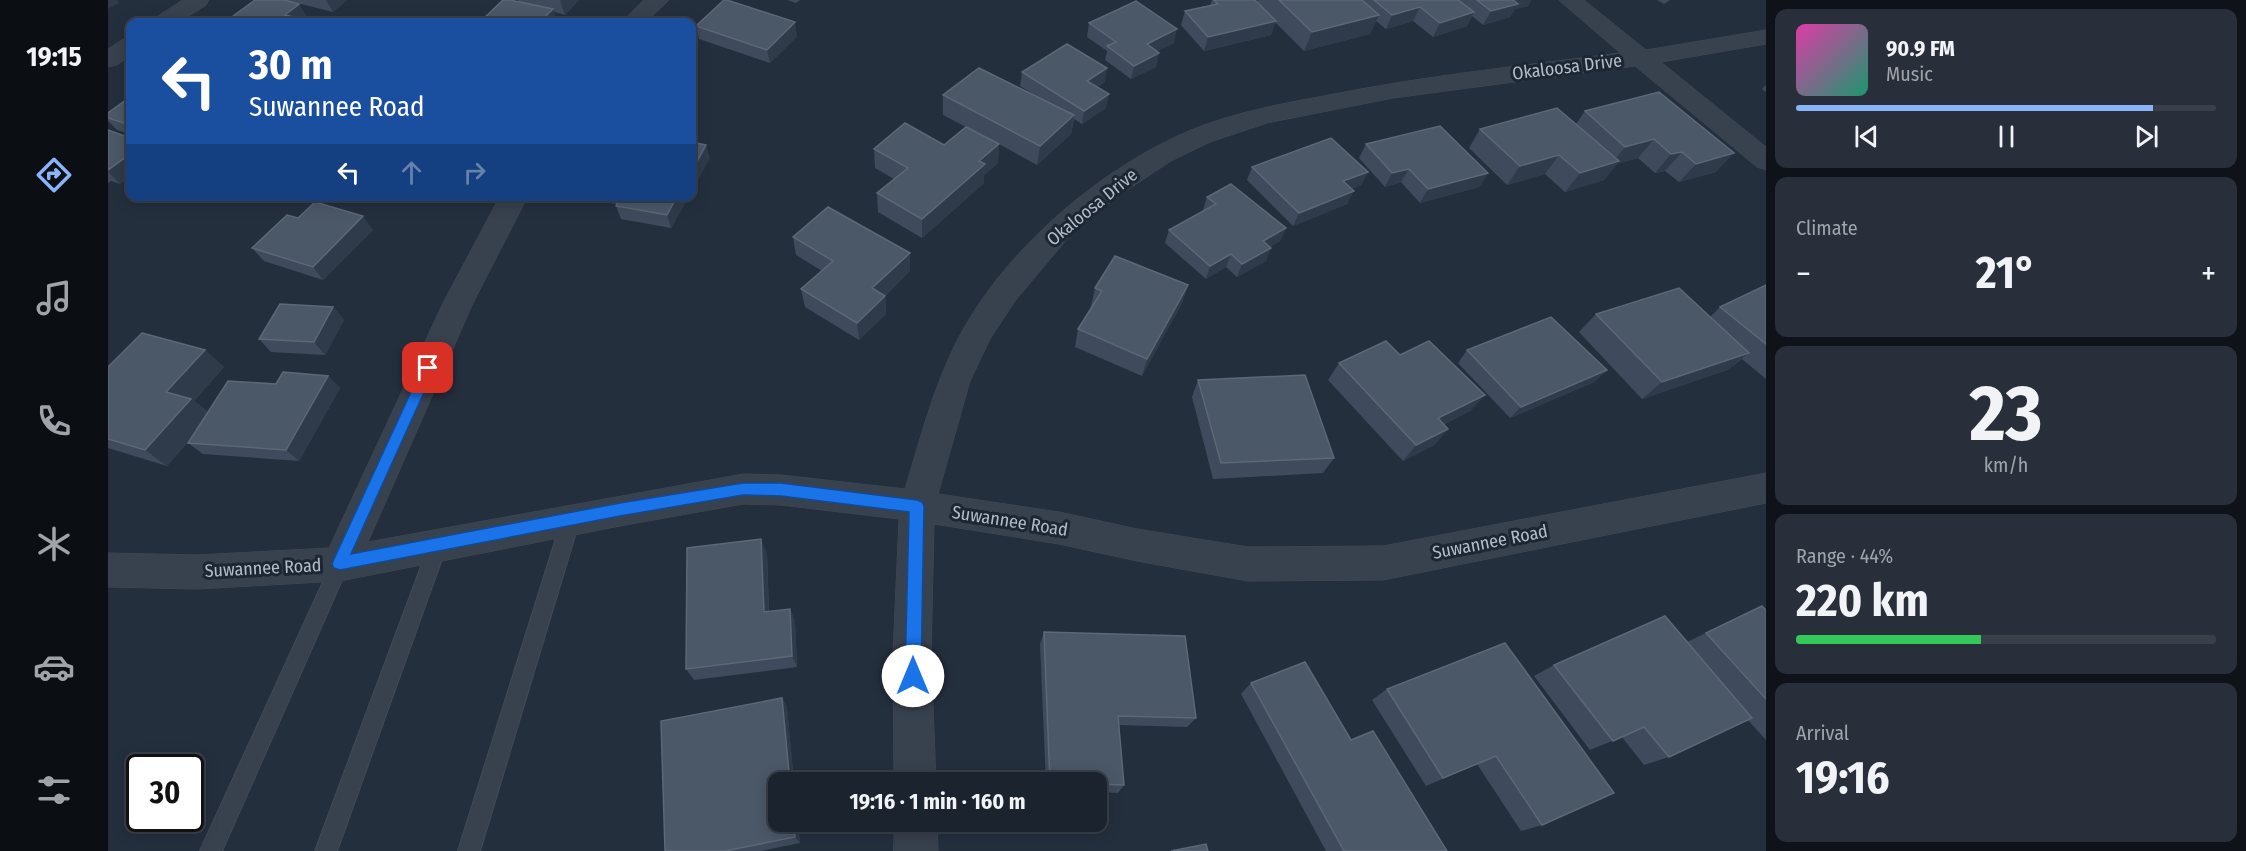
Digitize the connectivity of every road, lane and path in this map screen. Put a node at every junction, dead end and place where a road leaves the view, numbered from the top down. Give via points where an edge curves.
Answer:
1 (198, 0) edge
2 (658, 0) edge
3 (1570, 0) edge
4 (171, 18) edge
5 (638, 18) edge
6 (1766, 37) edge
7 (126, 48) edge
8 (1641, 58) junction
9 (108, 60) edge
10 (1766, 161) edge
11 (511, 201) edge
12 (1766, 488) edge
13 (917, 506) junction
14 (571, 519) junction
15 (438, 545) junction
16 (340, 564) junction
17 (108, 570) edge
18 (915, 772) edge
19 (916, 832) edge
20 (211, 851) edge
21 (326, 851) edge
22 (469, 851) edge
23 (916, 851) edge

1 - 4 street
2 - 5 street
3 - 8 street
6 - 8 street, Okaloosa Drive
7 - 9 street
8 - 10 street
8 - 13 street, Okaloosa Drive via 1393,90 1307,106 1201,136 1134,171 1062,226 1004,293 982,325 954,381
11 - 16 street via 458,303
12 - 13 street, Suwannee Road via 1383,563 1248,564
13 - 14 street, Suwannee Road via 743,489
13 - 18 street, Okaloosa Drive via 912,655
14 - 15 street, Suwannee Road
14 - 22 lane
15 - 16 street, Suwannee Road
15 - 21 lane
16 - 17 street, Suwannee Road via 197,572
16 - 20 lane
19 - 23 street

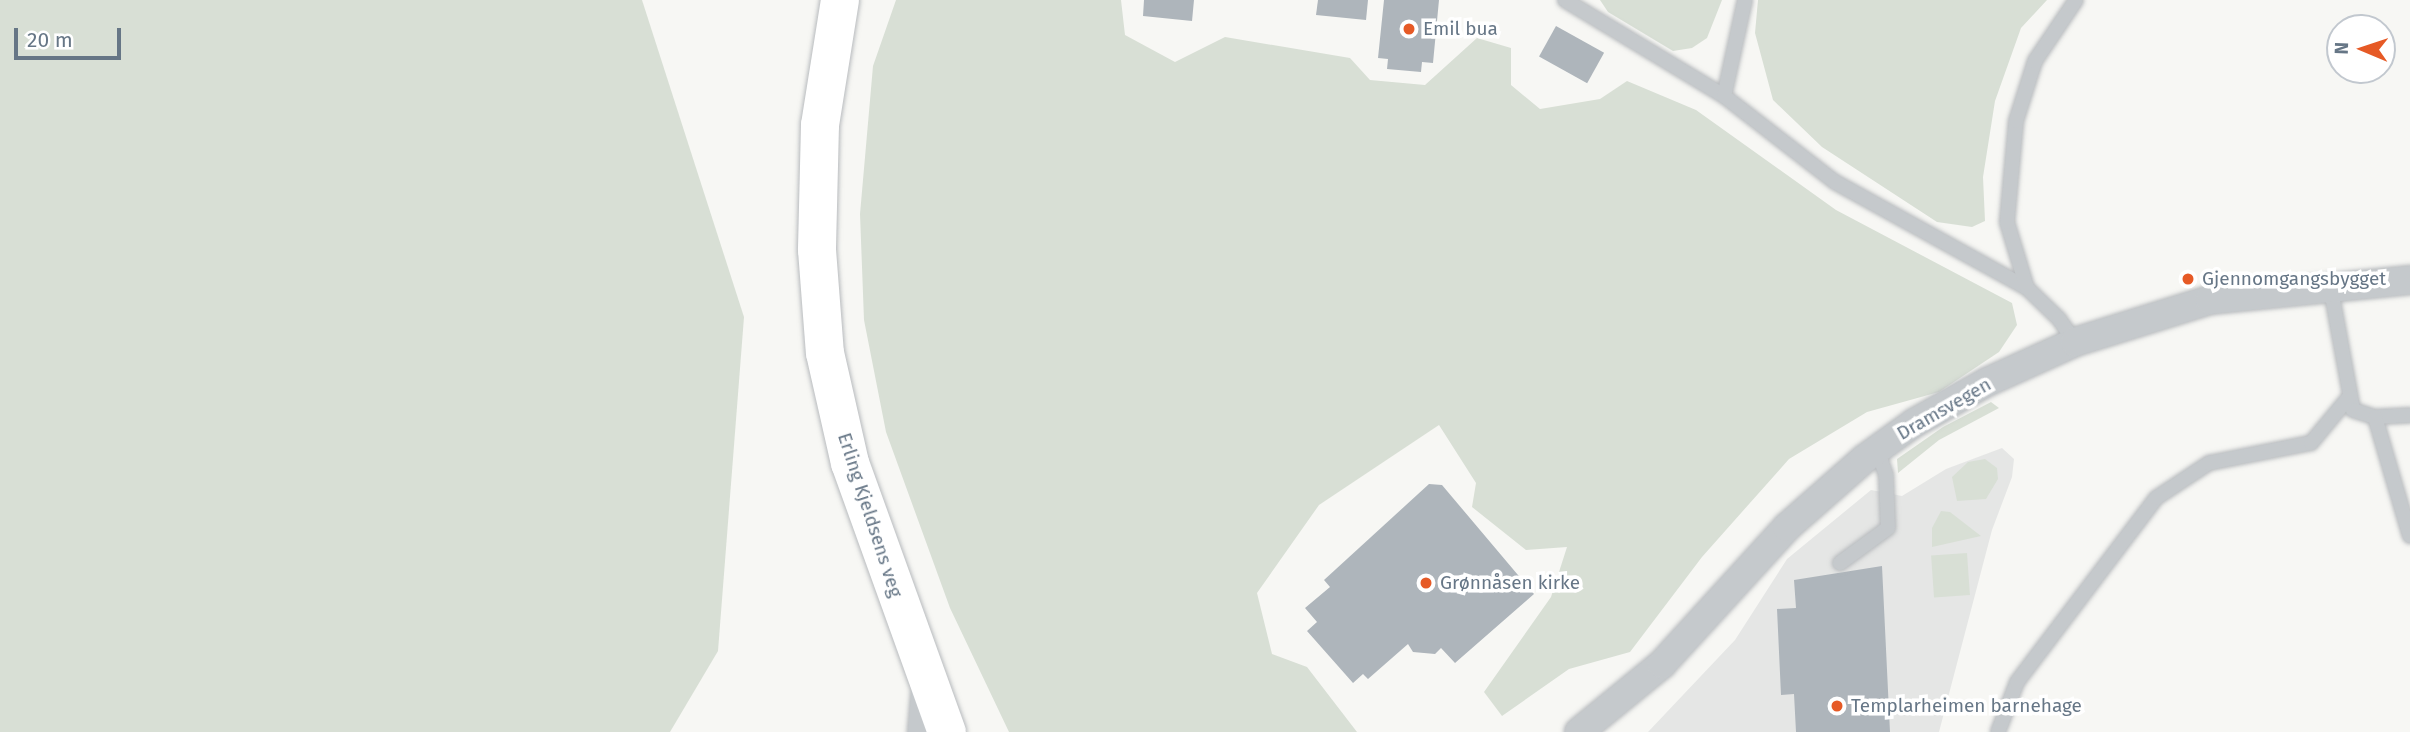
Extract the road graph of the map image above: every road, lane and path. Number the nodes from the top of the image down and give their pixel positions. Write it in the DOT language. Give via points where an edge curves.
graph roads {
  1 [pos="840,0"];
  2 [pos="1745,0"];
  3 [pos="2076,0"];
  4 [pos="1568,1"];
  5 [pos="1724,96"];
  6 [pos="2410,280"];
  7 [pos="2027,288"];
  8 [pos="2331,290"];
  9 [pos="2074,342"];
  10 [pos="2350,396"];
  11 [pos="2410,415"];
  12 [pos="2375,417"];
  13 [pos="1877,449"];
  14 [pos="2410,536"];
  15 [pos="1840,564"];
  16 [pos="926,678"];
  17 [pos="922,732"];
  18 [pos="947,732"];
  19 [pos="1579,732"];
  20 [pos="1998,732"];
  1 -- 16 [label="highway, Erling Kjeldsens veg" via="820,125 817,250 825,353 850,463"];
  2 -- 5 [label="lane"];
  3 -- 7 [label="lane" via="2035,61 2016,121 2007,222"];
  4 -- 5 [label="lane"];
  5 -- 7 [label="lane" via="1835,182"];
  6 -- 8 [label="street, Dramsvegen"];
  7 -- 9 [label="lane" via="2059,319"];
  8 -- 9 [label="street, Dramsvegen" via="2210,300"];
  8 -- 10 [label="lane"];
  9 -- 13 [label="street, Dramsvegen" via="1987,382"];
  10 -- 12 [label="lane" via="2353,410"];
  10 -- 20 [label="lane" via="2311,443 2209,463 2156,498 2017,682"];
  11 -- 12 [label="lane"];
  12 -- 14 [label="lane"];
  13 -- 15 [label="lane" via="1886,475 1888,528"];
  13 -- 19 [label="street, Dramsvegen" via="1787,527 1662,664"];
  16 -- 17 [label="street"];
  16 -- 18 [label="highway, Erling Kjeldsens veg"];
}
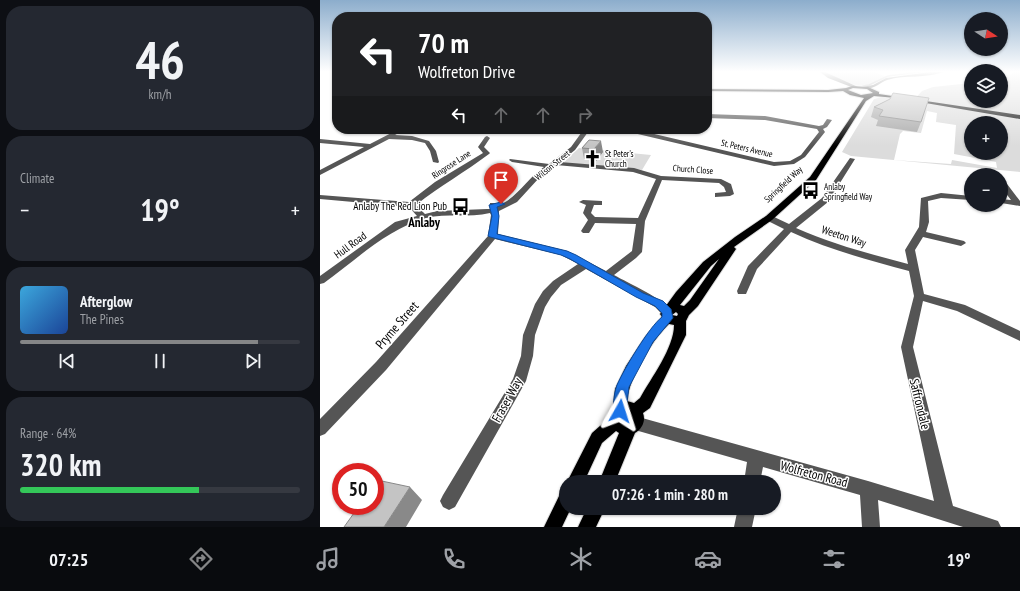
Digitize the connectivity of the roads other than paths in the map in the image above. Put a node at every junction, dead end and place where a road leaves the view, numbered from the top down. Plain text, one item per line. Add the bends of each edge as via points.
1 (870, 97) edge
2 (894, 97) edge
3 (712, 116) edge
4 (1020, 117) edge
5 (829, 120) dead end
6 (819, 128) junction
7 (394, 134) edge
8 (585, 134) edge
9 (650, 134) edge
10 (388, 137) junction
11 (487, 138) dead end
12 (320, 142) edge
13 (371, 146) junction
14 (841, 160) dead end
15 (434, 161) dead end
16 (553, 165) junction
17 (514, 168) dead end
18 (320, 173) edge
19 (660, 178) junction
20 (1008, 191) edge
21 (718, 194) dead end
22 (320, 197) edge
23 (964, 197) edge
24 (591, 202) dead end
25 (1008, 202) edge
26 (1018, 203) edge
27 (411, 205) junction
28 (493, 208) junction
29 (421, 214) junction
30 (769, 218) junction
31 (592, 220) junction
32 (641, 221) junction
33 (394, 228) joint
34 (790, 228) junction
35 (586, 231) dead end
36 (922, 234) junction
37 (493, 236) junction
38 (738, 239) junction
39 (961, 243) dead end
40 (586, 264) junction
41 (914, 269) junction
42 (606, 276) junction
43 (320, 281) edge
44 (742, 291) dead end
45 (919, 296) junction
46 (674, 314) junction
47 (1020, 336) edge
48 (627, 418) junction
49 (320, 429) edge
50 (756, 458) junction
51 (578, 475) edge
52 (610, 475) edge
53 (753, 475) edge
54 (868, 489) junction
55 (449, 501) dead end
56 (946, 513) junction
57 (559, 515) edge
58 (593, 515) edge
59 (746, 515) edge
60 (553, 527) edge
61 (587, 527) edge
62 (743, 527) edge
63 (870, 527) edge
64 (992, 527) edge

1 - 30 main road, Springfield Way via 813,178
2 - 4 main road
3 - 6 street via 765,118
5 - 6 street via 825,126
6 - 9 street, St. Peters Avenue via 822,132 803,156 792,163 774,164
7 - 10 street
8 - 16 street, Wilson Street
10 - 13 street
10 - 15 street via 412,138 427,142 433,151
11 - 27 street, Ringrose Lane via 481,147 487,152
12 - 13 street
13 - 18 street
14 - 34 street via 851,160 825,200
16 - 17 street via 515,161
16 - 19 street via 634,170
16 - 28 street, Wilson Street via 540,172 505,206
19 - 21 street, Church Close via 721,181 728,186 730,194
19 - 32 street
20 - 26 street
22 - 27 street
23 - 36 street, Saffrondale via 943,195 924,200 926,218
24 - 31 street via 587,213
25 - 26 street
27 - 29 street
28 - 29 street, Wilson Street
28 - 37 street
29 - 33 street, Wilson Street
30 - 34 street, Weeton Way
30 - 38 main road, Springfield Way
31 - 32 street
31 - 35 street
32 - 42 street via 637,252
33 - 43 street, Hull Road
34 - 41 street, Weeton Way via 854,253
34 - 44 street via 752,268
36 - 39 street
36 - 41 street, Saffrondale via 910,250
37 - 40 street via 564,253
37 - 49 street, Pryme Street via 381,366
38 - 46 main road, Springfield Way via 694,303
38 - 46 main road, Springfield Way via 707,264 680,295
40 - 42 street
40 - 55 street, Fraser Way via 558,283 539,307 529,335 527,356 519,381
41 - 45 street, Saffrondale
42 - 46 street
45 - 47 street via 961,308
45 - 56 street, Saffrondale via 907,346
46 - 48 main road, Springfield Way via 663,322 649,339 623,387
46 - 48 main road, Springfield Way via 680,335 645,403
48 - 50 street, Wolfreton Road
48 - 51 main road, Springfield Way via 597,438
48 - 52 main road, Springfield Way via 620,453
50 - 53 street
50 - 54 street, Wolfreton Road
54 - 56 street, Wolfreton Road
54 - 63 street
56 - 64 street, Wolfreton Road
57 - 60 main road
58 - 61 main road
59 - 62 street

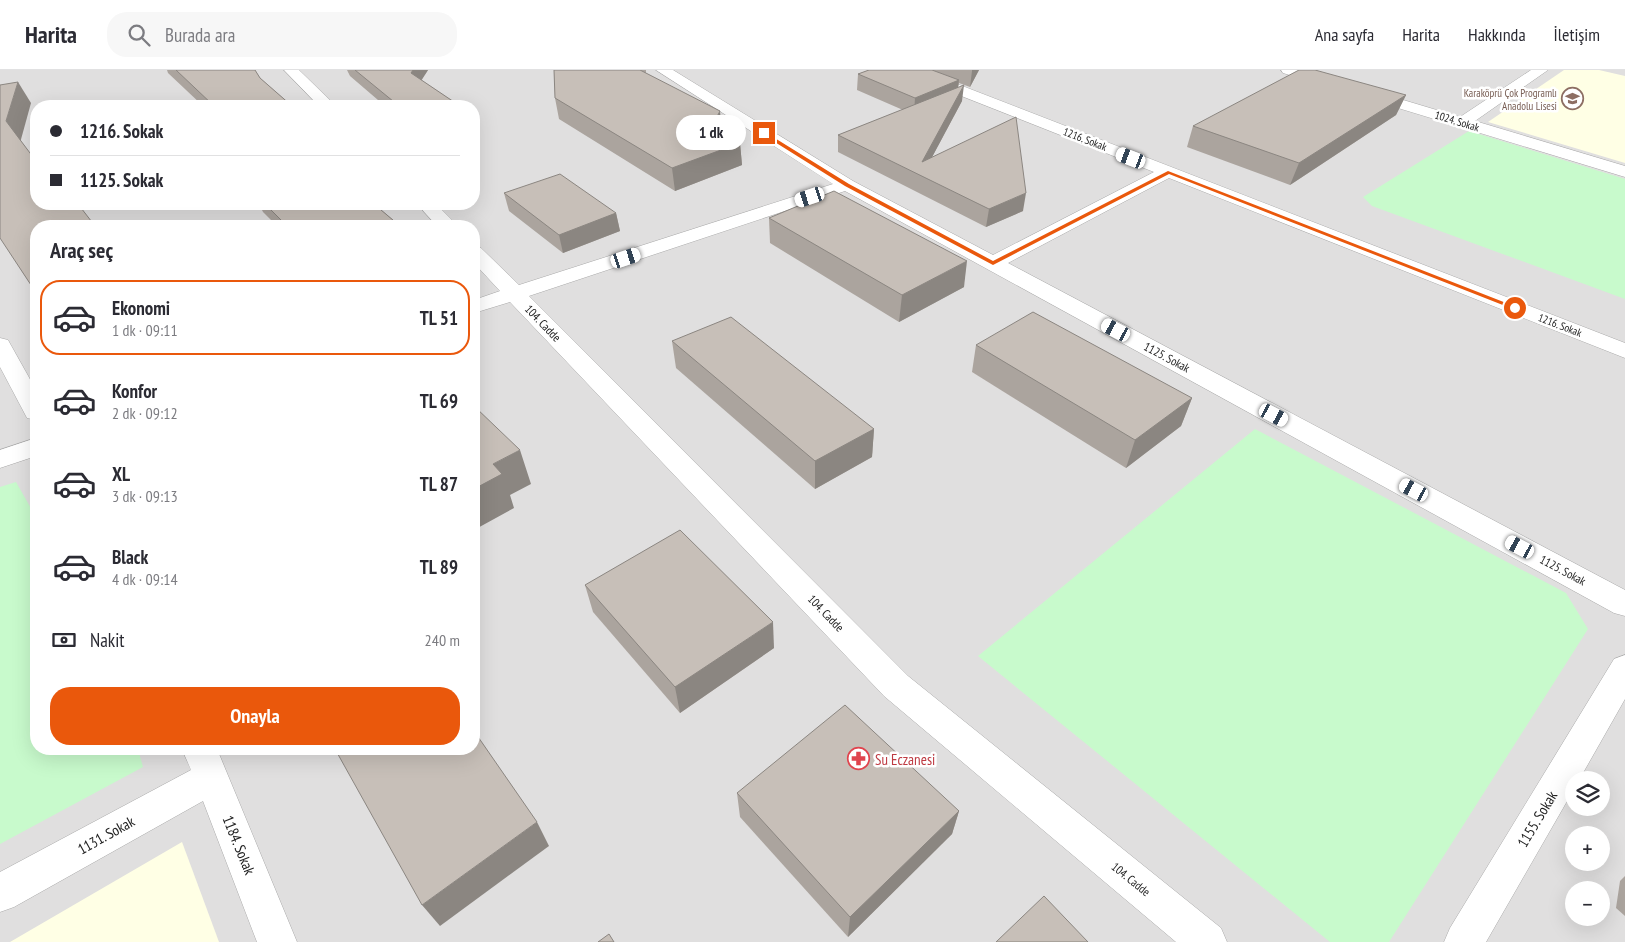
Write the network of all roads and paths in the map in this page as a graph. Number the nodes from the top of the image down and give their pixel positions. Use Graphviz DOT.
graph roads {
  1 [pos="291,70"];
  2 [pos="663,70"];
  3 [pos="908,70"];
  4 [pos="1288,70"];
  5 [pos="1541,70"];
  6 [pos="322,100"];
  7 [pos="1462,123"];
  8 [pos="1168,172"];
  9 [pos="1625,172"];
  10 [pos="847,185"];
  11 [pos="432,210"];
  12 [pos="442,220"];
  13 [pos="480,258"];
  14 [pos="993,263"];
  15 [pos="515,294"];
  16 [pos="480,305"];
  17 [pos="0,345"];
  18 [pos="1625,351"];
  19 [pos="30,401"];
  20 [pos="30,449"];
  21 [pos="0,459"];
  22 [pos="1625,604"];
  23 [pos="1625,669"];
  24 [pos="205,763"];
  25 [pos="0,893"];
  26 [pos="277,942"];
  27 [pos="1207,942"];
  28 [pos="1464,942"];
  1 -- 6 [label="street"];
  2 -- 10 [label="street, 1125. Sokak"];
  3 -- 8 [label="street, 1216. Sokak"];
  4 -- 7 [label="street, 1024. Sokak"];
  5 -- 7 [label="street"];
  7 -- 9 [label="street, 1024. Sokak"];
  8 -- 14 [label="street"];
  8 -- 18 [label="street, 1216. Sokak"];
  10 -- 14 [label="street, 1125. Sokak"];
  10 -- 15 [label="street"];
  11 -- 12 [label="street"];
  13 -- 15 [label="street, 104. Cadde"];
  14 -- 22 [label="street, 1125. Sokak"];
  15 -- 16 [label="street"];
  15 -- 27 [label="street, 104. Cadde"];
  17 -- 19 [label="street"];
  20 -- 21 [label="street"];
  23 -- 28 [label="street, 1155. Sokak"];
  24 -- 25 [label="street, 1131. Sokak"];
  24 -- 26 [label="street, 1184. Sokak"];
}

※

On how many lines of the data does the word "Wolfreton" appear? Only the number is wanted.

- **RESULT OF THE TASK**
4